Es hätte nur in _dieser_ Diskussion keinerlei Einfluß.
Es steht nirgendwo geschrieben, dass die nominell stärkste Partei den Kanzler stellen muß, so wie es kein Gesetz gibt, dass dieses Recht der stärksten Fraktion zustehen würde. Dieser Punkt ist Verhandlungssache der an einer anstehenden Koalition beteiligten Parteien.
Beispiel.
Partei A bekommt bei einer Wahl die meisten Stimmen und stellt die größte Fraktion
Partei B bekommt weniger Stimmen und stellt 20 Abgeordnete weniger als Partei A
Bartei C erringt in einem Drei-Parteien-System 25 Abgeordnete.
Denkbar wird eine Koalition aus B und C. Üblich wäre ein Kanzler von der B. In einer Verhandlung würde gleichzeitig nichts gegen einen Kanzler von Partei C sprechen.

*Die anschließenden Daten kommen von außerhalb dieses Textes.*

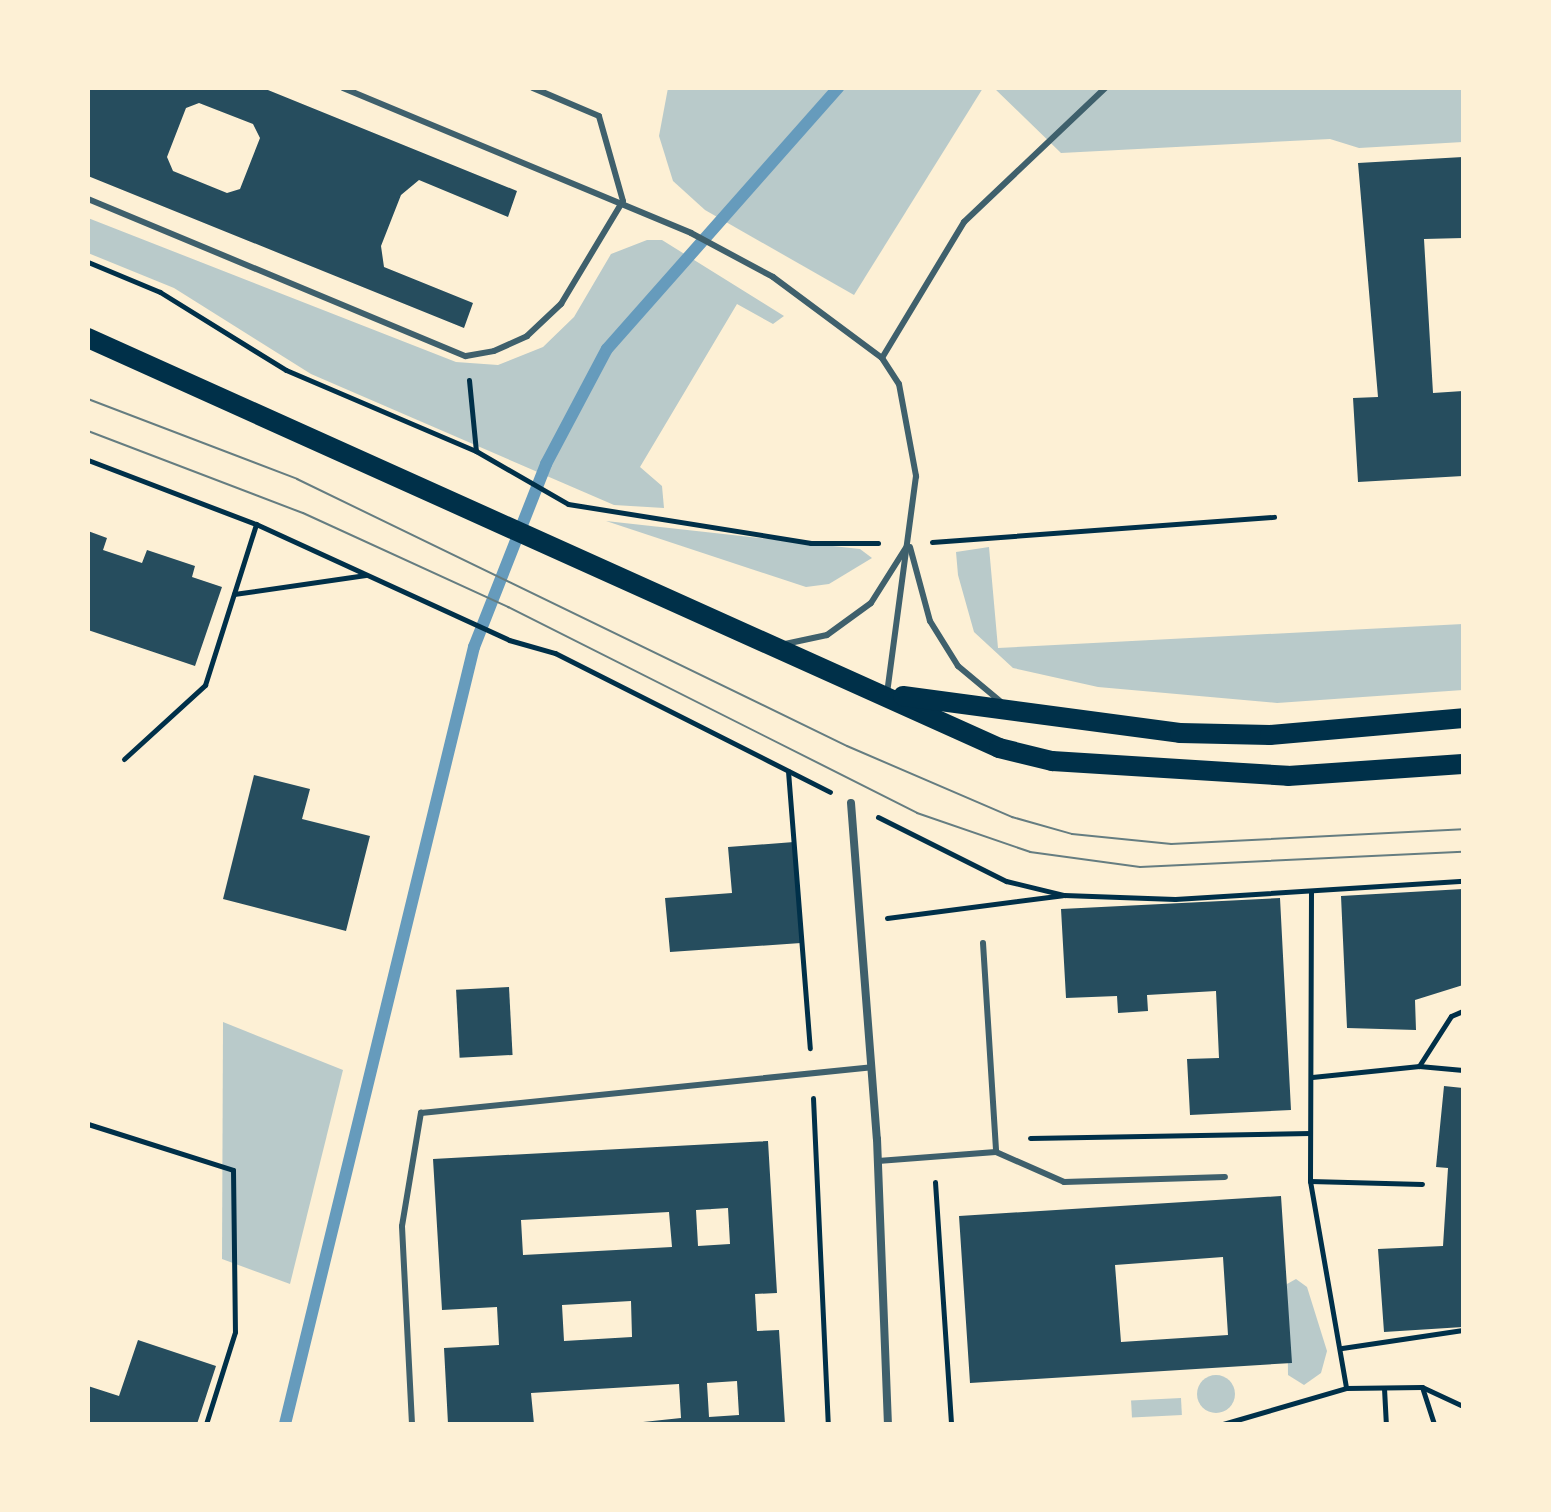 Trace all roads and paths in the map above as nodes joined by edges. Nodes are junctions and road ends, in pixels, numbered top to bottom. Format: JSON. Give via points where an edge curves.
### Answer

Wenn mich nicht alles täuscht, gab es mal diesen Fall in Deutschland - eine koalition der zweitstärksten Fraktion SPD mit der FDP unter Schmidt (sicher bin ich mir aber nicht, und nachzugucken bin ich grad zu faul)
Fazit.
Diese Diskussion ist rein taktisch von allen Seiten geführt, es gibt weder gesetzliche Ansprüche noch faktische Zwänge für das eine oder das andere. Theoretisch könnte auch eine große Koalition einen Parteilosen zum Kanzlerkandidaten machen. Es handelt sich um reines Machtgeplänkel von allen Seiten, da eine Kanzlerin Merkel für die SPD genau wie ein KAnzler Schroeder für die CDU je ein Symbol für eine verlorene Wahl (und verlorene Verhandlungen) wären, ein Zeichen von Schwäche. Der Bundespräsident wird denjenigen Kandidaten vorschlagen, die die größte Chance haben wird, gewählt zu werden; üblicherweise den, auf den sich die Parteien in ihren Verhandlungen geeinigt haben.
Die Vorgehensweise wird nicht durch einen tradierten, üblichen „guten parlamentarischen Brauch“ entschieden werden, sondern durch die gut- oder schlachtgeführte Verhandlungsweise der beteiligten Parteien. Und wenn dabei am Ende herauskommt, dass ein aus der FDP ausgetretener Westerwelle als Parteiloser Kanzler einer von der Linkspartei geduldeten Regierung aus CDU und Grünen vorsteht, weil dies in Verhandlungen der Beteiligten so herauskommt, dann wird das so.